Dataset records:
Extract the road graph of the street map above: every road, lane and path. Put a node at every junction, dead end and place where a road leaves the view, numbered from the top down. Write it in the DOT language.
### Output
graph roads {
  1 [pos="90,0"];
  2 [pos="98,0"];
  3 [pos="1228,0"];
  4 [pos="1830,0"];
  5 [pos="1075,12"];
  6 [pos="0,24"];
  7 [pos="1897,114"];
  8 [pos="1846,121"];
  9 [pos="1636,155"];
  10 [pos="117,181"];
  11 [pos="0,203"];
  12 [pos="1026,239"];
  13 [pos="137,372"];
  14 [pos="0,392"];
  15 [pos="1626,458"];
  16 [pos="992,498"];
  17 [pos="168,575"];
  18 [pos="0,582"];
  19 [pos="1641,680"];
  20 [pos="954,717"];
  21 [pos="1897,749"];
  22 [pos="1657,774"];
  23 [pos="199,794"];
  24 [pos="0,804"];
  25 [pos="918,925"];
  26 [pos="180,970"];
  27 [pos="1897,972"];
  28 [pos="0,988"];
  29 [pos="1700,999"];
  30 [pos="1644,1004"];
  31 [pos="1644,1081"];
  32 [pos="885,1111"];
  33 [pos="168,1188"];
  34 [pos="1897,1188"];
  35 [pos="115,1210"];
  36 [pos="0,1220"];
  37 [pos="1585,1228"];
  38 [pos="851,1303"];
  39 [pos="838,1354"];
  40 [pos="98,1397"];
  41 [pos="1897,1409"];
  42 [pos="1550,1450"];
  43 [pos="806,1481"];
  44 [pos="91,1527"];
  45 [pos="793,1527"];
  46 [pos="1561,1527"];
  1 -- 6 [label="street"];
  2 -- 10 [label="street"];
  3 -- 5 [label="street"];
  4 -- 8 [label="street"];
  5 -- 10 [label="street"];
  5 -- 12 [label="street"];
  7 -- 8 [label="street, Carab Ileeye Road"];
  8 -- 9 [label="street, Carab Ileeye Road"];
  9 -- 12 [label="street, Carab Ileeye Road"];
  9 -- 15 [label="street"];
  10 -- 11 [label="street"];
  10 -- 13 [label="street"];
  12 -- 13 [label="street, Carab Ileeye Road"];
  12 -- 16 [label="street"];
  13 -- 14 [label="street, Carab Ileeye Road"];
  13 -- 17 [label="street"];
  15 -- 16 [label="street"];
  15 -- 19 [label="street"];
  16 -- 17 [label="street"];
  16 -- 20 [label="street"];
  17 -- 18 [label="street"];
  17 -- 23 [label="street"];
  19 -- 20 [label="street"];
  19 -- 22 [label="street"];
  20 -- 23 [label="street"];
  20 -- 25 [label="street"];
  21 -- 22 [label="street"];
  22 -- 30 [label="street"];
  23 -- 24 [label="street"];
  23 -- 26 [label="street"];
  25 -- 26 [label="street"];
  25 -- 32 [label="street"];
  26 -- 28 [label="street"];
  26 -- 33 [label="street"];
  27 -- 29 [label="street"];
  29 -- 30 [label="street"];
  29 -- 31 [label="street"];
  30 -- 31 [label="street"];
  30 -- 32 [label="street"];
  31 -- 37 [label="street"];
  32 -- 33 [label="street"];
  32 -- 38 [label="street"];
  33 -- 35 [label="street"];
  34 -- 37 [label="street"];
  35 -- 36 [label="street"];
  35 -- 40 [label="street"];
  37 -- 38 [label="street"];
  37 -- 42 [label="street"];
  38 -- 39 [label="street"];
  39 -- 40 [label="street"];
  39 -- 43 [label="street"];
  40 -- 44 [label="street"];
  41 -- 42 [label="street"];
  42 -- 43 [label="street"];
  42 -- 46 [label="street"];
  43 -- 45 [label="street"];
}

Task directions:
Retype all of the data exactly, so that nothing differs from what is given.

Reply:
Extract the road graph of the street map above: every road, lane and path. Put a node at every junction, dead end and place where a road leaves the view, numbered from the top down. Write it in the DOT language.
### Output
graph roads {
  1 [pos="90,0"];
  2 [pos="98,0"];
  3 [pos="1228,0"];
  4 [pos="1830,0"];
  5 [pos="1075,12"];
  6 [pos="0,24"];
  7 [pos="1897,114"];
  8 [pos="1846,121"];
  9 [pos="1636,155"];
  10 [pos="117,181"];
  11 [pos="0,203"];
  12 [pos="1026,239"];
  13 [pos="137,372"];
  14 [pos="0,392"];
  15 [pos="1626,458"];
  16 [pos="992,498"];
  17 [pos="168,575"];
  18 [pos="0,582"];
  19 [pos="1641,680"];
  20 [pos="954,717"];
  21 [pos="1897,749"];
  22 [pos="1657,774"];
  23 [pos="199,794"];
  24 [pos="0,804"];
  25 [pos="918,925"];
  26 [pos="180,970"];
  27 [pos="1897,972"];
  28 [pos="0,988"];
  29 [pos="1700,999"];
  30 [pos="1644,1004"];
  31 [pos="1644,1081"];
  32 [pos="885,1111"];
  33 [pos="168,1188"];
  34 [pos="1897,1188"];
  35 [pos="115,1210"];
  36 [pos="0,1220"];
  37 [pos="1585,1228"];
  38 [pos="851,1303"];
  39 [pos="838,1354"];
  40 [pos="98,1397"];
  41 [pos="1897,1409"];
  42 [pos="1550,1450"];
  43 [pos="806,1481"];
  44 [pos="91,1527"];
  45 [pos="793,1527"];
  46 [pos="1561,1527"];
  1 -- 6 [label="street"];
  2 -- 10 [label="street"];
  3 -- 5 [label="street"];
  4 -- 8 [label="street"];
  5 -- 10 [label="street"];
  5 -- 12 [label="street"];
  7 -- 8 [label="street, Carab Ileeye Road"];
  8 -- 9 [label="street, Carab Ileeye Road"];
  9 -- 12 [label="street, Carab Ileeye Road"];
  9 -- 15 [label="street"];
  10 -- 11 [label="street"];
  10 -- 13 [label="street"];
  12 -- 13 [label="street, Carab Ileeye Road"];
  12 -- 16 [label="street"];
  13 -- 14 [label="street, Carab Ileeye Road"];
  13 -- 17 [label="street"];
  15 -- 16 [label="street"];
  15 -- 19 [label="street"];
  16 -- 17 [label="street"];
  16 -- 20 [label="street"];
  17 -- 18 [label="street"];
  17 -- 23 [label="street"];
  19 -- 20 [label="street"];
  19 -- 22 [label="street"];
  20 -- 23 [label="street"];
  20 -- 25 [label="street"];
  21 -- 22 [label="street"];
  22 -- 30 [label="street"];
  23 -- 24 [label="street"];
  23 -- 26 [label="street"];
  25 -- 26 [label="street"];
  25 -- 32 [label="street"];
  26 -- 28 [label="street"];
  26 -- 33 [label="street"];
  27 -- 29 [label="street"];
  29 -- 30 [label="street"];
  29 -- 31 [label="street"];
  30 -- 31 [label="street"];
  30 -- 32 [label="street"];
  31 -- 37 [label="street"];
  32 -- 33 [label="street"];
  32 -- 38 [label="street"];
  33 -- 35 [label="street"];
  34 -- 37 [label="street"];
  35 -- 36 [label="street"];
  35 -- 40 [label="street"];
  37 -- 38 [label="street"];
  37 -- 42 [label="street"];
  38 -- 39 [label="street"];
  39 -- 40 [label="street"];
  39 -- 43 [label="street"];
  40 -- 44 [label="street"];
  41 -- 42 [label="street"];
  42 -- 43 [label="street"];
  42 -- 46 [label="street"];
  43 -- 45 [label="street"];
}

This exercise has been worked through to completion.